EASIER project partners received an outstanding paper award for research on sign language translation at the 61st Annual Meeting of the Association for Computational Linguistics (ACL’23). The paper titled, “Considerations for meaningful sign language machine translation based on glosses*” provides a critical view of machine translation research involving sign language glosses, with recommendations for the ideal methodology of future experiments. Congratulation to the authors, Mathias Müller, Zifan Jiang, Amit Moryossef, Annette Rios, and Sarah Ebling.

Abstract

Automatic sign language processing is gaining popularity in Natural Language Processing (NLP) research (Yinetal.,2021). In machine translation (MT) in particular, sign language translation based on glosses is a prominent approach. In this paper, we review recent works on neural gloss translation. We find that limitations of glosses in general and limitations of specific data sets are not discussed in a transparent manner and that there is no common standard for evaluation. To address these issues, we put forward concrete recommendations for future research on gloss translation. Our suggestions advocate awareness of the inherent limitations of gloss based approaches, realistic datasets, stronger baselines and convincing evaluation.

Read the full paper here.

About ACL

The Association for Computational Linguistics (ACL) is the premier international scientific and professional society for people working on computational problems involving human language, a field often referred to as either computational linguistics or natural language processing (NLP).
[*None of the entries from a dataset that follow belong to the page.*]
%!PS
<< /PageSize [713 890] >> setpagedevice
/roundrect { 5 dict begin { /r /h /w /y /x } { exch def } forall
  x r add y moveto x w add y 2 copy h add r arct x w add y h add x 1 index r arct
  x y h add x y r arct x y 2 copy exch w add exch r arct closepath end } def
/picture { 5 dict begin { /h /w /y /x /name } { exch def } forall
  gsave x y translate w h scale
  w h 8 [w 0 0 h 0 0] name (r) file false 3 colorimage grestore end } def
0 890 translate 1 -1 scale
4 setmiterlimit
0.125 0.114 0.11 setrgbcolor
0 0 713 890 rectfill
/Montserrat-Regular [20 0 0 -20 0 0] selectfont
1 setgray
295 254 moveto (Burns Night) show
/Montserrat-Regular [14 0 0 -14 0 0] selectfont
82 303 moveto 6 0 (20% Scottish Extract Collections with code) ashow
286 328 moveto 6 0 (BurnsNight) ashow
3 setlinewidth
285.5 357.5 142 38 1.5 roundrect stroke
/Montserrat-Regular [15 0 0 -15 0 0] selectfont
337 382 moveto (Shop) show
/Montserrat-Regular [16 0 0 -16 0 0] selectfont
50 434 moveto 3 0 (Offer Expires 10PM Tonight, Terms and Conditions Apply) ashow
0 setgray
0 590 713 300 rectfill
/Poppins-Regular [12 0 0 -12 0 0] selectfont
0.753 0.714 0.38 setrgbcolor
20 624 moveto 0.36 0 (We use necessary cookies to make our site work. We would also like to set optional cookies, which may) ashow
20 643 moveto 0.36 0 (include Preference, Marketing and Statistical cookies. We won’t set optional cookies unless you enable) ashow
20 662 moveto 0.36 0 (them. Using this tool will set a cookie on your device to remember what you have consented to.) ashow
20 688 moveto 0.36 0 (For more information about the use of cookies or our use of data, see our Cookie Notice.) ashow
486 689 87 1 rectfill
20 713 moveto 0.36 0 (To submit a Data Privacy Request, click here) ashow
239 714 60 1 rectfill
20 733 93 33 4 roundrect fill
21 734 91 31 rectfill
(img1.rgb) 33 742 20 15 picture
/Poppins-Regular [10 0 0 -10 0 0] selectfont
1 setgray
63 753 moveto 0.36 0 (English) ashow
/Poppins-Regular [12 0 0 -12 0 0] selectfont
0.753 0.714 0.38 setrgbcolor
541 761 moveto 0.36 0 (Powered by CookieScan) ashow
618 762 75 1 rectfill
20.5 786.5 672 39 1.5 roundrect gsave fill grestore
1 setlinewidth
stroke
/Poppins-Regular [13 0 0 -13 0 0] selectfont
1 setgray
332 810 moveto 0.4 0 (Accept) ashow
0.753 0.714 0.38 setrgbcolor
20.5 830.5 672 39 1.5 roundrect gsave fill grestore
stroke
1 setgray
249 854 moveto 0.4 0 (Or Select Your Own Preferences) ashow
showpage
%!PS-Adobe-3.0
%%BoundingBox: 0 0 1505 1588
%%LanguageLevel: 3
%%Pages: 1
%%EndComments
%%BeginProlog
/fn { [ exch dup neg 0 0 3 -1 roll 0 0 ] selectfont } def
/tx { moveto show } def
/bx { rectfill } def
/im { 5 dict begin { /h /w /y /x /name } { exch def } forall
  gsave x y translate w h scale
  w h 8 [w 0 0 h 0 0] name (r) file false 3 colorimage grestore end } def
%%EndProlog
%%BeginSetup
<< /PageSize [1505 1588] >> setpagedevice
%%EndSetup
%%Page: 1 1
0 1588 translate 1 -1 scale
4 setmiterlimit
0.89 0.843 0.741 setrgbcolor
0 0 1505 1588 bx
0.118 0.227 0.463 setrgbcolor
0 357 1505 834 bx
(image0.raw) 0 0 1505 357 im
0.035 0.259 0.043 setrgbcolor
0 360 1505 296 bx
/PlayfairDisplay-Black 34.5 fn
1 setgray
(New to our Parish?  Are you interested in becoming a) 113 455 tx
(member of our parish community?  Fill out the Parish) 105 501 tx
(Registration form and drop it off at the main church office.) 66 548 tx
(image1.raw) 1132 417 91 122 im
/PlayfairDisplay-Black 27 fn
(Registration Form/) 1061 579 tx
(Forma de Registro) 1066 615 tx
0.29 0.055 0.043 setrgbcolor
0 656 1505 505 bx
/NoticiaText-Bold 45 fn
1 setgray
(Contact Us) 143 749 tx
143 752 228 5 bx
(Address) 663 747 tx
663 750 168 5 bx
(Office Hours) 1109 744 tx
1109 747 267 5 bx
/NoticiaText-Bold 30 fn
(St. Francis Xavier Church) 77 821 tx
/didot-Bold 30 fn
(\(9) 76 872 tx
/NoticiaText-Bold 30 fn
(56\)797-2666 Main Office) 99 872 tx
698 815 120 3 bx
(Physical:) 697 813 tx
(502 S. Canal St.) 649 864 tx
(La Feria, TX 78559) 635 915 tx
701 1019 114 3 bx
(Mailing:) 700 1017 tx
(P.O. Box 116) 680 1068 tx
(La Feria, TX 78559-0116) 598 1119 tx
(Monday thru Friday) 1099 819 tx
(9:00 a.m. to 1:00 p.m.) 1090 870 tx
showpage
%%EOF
The association was founded in 1962, originally named the Association for Machine Translation and Computational Linguistics (AMTCL) and became the ACL in 1968. Activities of the ACL include the holding of an annual meeting each summer and the sponsoring of the journal Computational Linguistics, published by MIT Press; this conference and journal are the leading publications of the field. The 61st Annual Meeting of the Association took place in Toronto, Canada on July 9-14, 2023.

*The paper was funded by EASIER and IICT.